You do NOT have to run the sink at 60 or 70 degree rise!
Same as designing with wood. You test heavy loads until it breaks. Then you de-rate for safety. A typical hunk of wood beam will take a fiber stress of 1000psi, with a big sag, and it might break. In houses we call this 300psi assuming the floor is full of people (party house). Sag is small and safety is high.
Or your 5-passenger car with you and your mate. Or your half-ton truck to fetch a 6-pack of beer.
In most cases, at ambient + 70, it will force the device into thermal shutdown, or destroy it, or at least cause reduced life.
40 + 70 = 110, most devices start to fail at 130 or so JUNCTION temperature. That means case is at 110 or so. Finish...
Like I said, those tables are more hype than practical.
40 + 70 = 110, most devices start to fail at 130 or so JUNCTION temperature. That means case is at 110 or so. Finish...

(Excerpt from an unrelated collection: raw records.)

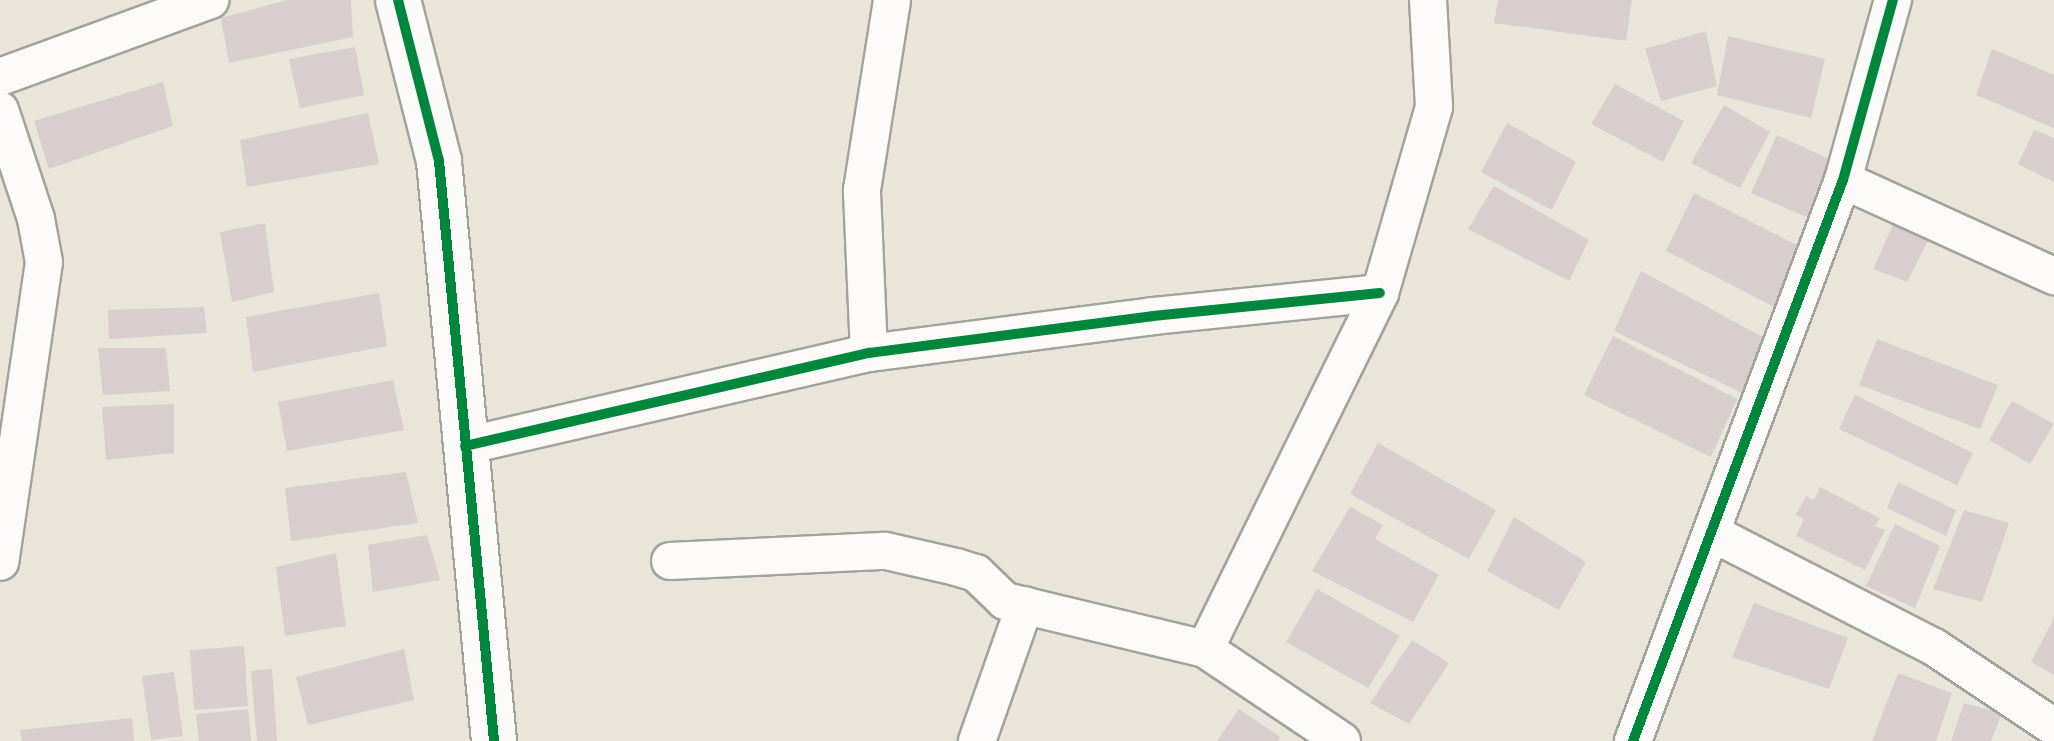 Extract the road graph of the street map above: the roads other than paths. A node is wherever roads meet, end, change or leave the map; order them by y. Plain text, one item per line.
1 (210, 0) edge
2 (398, 0) edge
3 (892, 0) edge
4 (1428, 0) edge
5 (1893, 0) edge
6 (0, 77) edge
7 (0, 110) edge
8 (1843, 180) junction
9 (2054, 276) edge
10 (1380, 293) junction
11 (869, 353) junction
12 (465, 446) junction
13 (1712, 533) junction
14 (670, 561) dead end
15 (0, 562) edge
16 (1025, 605) junction
17 (1205, 649) junction
18 (2054, 727) edge
19 (494, 741) edge
20 (977, 741) edge
21 (1342, 741) edge
22 (1633, 741) edge

1 - 6 street
2 - 12 street
3 - 11 street
4 - 10 street
5 - 8 street
7 - 15 street
8 - 9 street
8 - 13 street
10 - 11 street
10 - 17 street
11 - 12 street
12 - 19 street
13 - 18 street
13 - 22 street
14 - 16 street
16 - 17 street
16 - 20 street
17 - 21 street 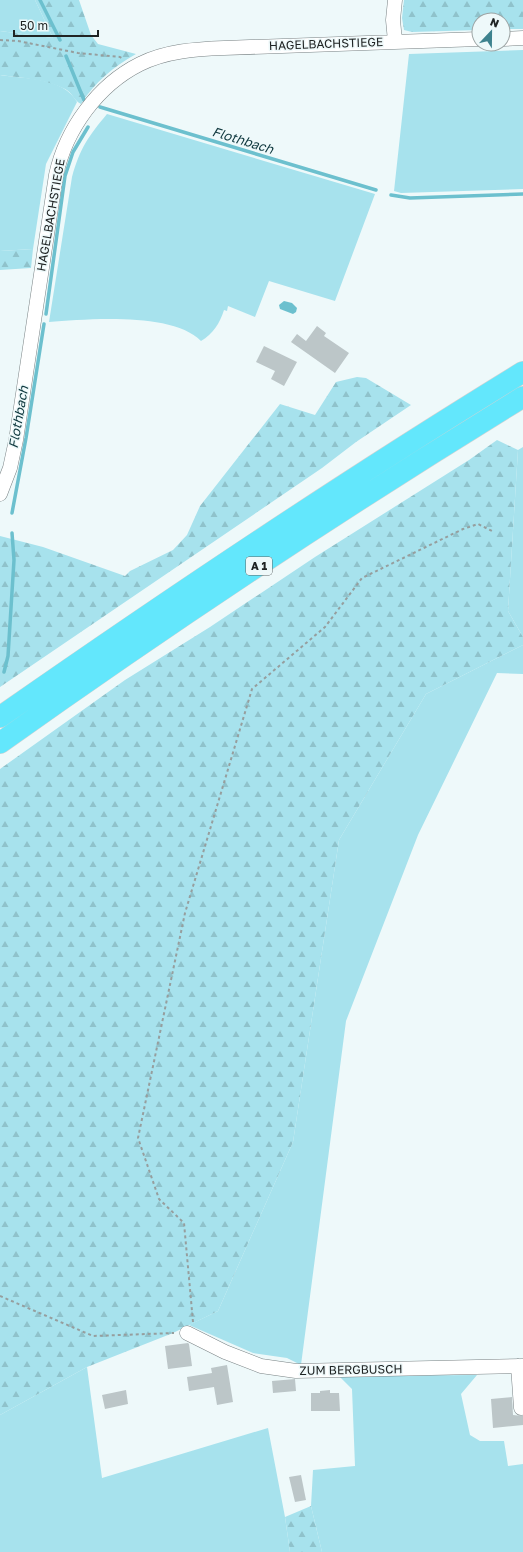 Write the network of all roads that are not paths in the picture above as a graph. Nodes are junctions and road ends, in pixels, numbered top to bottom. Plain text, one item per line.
1 (394, 0) edge
2 (523, 38) edge
3 (471, 39) edge
4 (511, 39) edge
5 (396, 41) junction
6 (523, 372) edge
7 (523, 397) edge
8 (0, 494) edge
9 (0, 716) edge
10 (0, 743) edge
11 (191, 1335) road end
12 (521, 1366) edge
13 (521, 1408) dead end

1 - 5 street
2 - 4 street
3 - 5 street, HAGELBACHSTIEGE
5 - 8 street, HAGELBACHSTIEGE
6 - 9 highway, A 1
7 - 10 highway, A 1
11 - 12 street, ZUM BERGBUSCH
12 - 13 street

Like I said, those tables are more hype than practical.
I am thinking your calculation may be based on full power? Eg, you are calculating based on the amp running at full power all the time. If so, I believe that is why you are getting high temps in your calculations.
That is the correct way, it is not, to design for full continuous power dissipation?

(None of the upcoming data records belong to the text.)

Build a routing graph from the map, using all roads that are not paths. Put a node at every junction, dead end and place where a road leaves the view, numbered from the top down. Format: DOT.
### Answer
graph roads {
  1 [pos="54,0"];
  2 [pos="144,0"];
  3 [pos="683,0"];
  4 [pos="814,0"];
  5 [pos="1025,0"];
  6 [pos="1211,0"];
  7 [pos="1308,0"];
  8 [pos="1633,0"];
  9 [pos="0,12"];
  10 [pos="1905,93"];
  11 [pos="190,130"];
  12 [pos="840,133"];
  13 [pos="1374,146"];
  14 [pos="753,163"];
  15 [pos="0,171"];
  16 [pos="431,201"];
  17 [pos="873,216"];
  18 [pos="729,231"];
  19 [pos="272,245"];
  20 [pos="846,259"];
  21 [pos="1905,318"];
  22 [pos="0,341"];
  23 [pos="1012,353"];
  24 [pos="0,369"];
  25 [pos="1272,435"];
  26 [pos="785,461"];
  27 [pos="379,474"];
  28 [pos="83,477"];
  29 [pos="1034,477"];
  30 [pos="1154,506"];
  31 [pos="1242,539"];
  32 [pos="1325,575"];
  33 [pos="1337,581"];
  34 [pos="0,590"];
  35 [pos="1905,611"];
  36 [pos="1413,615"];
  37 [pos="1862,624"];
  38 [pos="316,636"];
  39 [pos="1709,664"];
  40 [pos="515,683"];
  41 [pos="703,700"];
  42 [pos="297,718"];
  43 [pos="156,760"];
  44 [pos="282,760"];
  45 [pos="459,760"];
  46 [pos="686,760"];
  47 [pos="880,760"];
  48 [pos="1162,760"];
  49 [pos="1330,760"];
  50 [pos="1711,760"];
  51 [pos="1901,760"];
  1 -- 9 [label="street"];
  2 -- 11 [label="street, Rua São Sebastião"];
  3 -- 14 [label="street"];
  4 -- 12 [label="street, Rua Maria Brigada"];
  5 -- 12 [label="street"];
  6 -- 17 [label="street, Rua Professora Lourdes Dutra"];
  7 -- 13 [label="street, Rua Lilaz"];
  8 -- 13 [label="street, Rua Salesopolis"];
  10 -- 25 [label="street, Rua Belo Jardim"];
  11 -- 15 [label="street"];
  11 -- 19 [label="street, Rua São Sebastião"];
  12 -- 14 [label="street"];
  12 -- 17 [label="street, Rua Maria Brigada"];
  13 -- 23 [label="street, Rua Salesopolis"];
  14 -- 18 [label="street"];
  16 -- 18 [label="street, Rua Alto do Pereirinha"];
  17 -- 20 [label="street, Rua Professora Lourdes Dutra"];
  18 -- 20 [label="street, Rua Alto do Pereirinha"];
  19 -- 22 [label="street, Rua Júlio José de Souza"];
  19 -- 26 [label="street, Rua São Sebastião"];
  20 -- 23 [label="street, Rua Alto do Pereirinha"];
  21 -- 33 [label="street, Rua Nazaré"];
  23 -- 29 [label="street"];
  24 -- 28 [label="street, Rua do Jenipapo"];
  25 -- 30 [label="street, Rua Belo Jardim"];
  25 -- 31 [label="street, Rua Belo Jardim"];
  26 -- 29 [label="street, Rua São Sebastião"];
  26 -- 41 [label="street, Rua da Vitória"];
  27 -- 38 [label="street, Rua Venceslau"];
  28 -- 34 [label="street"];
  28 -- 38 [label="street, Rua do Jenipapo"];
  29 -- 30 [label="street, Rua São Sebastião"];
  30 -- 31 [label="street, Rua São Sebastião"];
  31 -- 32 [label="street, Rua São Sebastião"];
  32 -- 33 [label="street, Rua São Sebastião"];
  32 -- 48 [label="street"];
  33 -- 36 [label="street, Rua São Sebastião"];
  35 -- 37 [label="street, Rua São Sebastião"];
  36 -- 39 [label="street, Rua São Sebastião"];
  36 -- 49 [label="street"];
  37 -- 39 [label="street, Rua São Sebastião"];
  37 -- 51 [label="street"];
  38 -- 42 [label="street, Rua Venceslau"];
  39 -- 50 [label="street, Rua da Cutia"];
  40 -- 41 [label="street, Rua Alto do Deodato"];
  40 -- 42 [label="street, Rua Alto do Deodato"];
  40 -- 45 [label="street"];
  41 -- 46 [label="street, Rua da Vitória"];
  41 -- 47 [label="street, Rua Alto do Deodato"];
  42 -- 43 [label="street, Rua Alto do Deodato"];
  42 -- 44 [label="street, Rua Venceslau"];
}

Anything less will be a constraint on the user.
Anything less will be a constraint on the user.
Maybe online calculators are too generic or do not apply to the exact one you re using.
Go back to basics: define/calculate actual power dissipated > define acceptable die temperature > expected/acceptable maximum ambient temperature > do the math for acceptable die-to-ambient Rth
That is your goal.
Then substract power device internal Rth and the interface (mica-grease) Rth.
What´s left is acceptable heat sink Rth.
Browse the catalog and pick the one which matches your needs.
Online calculators are fine and always will show "a number" but usually not too clear on how they reached it.
Personally I always prefer to keep track of every step and be able to tweak each one as needed.